== Segment start ==

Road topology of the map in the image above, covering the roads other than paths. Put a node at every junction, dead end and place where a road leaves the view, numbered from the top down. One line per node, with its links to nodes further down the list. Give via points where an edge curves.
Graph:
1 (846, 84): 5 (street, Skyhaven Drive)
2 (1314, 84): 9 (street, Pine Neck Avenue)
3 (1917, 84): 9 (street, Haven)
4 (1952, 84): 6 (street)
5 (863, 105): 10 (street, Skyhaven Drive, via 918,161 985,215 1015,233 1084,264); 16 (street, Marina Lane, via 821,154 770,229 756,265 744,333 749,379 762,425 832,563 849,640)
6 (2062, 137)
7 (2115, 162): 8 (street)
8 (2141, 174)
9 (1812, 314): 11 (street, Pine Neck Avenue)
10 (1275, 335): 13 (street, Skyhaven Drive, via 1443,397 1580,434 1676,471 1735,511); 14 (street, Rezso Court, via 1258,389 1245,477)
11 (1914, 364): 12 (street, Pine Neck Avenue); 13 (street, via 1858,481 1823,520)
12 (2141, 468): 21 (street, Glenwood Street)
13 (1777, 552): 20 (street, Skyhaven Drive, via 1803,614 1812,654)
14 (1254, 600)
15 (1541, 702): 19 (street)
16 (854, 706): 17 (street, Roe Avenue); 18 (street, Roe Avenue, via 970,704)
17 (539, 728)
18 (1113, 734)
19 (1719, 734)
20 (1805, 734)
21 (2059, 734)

== Segment end ==
== Segment start ==

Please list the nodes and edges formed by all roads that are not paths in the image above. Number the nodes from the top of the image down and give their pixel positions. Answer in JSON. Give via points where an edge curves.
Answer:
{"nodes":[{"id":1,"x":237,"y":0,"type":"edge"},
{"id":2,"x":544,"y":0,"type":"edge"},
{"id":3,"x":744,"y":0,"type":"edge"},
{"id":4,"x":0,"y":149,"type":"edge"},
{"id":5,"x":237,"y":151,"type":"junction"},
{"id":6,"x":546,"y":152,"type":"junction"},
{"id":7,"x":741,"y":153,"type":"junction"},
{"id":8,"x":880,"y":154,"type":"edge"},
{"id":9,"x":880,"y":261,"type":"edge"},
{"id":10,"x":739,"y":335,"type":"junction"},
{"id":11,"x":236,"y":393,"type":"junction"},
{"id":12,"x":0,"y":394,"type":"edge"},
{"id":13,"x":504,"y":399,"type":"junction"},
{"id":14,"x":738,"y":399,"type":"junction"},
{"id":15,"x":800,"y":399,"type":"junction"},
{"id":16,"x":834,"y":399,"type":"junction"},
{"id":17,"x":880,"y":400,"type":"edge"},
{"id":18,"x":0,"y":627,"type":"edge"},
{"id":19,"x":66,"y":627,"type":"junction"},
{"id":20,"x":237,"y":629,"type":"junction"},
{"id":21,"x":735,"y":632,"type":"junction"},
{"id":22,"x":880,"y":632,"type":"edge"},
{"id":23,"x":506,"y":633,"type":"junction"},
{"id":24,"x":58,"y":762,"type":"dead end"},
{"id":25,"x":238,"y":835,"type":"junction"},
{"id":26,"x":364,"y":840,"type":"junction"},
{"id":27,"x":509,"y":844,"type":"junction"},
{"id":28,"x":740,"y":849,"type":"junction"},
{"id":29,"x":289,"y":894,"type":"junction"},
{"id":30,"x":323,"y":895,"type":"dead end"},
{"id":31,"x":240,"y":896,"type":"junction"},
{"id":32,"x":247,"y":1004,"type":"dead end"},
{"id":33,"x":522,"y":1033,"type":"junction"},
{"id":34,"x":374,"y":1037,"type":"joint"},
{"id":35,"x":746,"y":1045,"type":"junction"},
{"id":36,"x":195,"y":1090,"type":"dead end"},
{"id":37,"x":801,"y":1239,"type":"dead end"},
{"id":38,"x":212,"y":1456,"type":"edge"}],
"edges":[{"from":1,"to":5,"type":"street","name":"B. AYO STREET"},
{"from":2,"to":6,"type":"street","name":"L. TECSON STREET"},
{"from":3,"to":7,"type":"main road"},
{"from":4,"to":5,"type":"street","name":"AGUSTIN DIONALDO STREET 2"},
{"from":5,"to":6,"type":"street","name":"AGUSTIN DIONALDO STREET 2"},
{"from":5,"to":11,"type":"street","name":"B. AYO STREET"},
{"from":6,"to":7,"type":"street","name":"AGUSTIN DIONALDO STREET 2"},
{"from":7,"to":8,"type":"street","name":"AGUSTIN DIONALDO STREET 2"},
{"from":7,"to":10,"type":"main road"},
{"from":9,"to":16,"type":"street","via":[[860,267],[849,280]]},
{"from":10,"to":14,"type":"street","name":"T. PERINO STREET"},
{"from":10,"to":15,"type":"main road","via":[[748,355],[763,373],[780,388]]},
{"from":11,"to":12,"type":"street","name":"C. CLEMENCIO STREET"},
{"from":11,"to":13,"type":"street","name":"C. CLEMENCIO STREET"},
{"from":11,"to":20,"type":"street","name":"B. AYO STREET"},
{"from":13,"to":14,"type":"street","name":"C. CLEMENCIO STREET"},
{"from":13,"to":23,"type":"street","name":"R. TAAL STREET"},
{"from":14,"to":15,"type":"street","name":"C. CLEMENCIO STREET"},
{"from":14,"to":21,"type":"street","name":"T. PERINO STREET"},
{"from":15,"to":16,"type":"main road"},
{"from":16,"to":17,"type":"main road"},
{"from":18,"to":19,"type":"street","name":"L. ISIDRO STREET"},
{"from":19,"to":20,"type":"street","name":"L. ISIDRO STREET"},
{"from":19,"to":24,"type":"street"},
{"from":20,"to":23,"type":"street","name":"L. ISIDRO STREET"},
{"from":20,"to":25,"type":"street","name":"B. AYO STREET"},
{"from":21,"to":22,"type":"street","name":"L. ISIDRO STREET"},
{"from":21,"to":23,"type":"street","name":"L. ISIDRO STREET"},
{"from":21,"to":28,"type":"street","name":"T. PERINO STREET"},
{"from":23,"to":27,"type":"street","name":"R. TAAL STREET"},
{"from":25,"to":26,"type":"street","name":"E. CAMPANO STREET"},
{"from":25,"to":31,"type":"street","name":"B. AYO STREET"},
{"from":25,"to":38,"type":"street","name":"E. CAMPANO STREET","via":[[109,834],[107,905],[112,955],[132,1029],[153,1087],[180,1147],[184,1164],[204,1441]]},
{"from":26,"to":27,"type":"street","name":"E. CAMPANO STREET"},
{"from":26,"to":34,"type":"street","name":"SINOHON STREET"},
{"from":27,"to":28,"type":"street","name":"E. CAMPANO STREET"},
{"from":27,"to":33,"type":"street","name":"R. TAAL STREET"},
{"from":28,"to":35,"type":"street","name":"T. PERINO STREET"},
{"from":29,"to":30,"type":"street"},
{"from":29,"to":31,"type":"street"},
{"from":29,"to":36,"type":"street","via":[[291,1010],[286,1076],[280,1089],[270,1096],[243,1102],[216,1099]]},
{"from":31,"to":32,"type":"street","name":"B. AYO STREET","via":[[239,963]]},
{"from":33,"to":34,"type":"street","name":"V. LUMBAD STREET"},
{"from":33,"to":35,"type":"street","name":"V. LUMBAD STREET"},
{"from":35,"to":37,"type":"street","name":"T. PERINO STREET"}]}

== Segment end ==
== Segment start ==

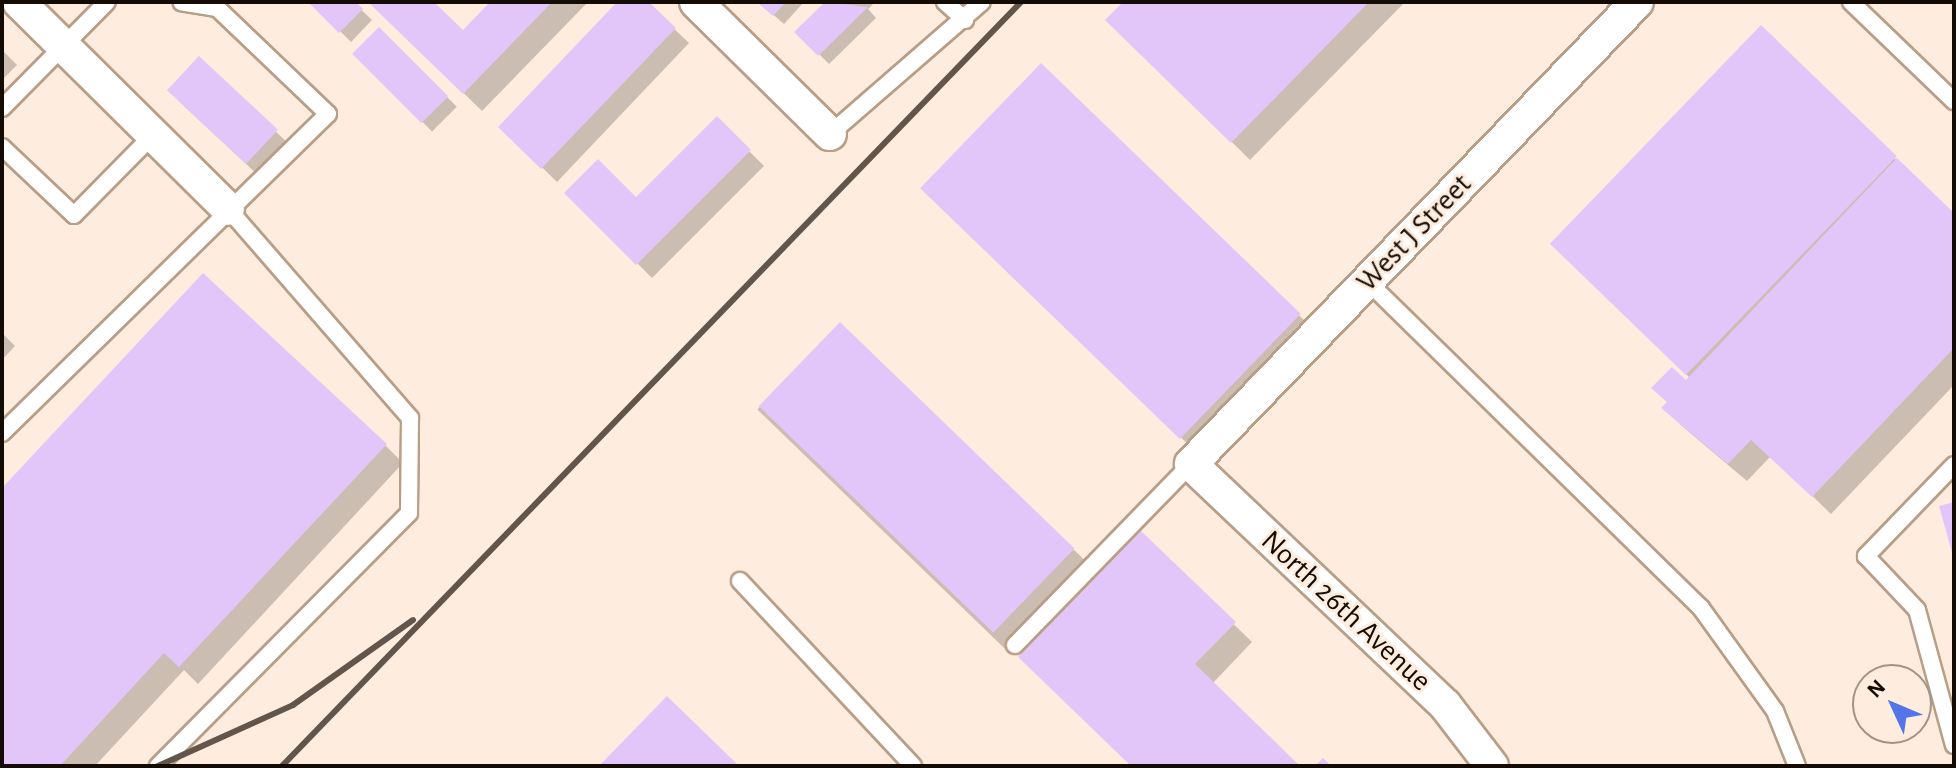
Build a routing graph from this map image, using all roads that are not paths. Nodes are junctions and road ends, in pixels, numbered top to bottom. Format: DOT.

== Segment end ==

* Problem details:
Using the word "points" as the filter, copy each matching line from the material.

* Solution to the problem:
Road topology of the map in the image above, covering the roads other than paths. Put a node at every junction, dead end and place where a road leaves the view, numbered from the top down. One line per node, with its links to nodes further down the list. Give via points where an edge curves.
Please list the nodes and edges formed by all roads that are not paths in the image above. Number the nodes from the top of the image down and give their pixel positions. Answer in JSON. Give via points where an edge curves.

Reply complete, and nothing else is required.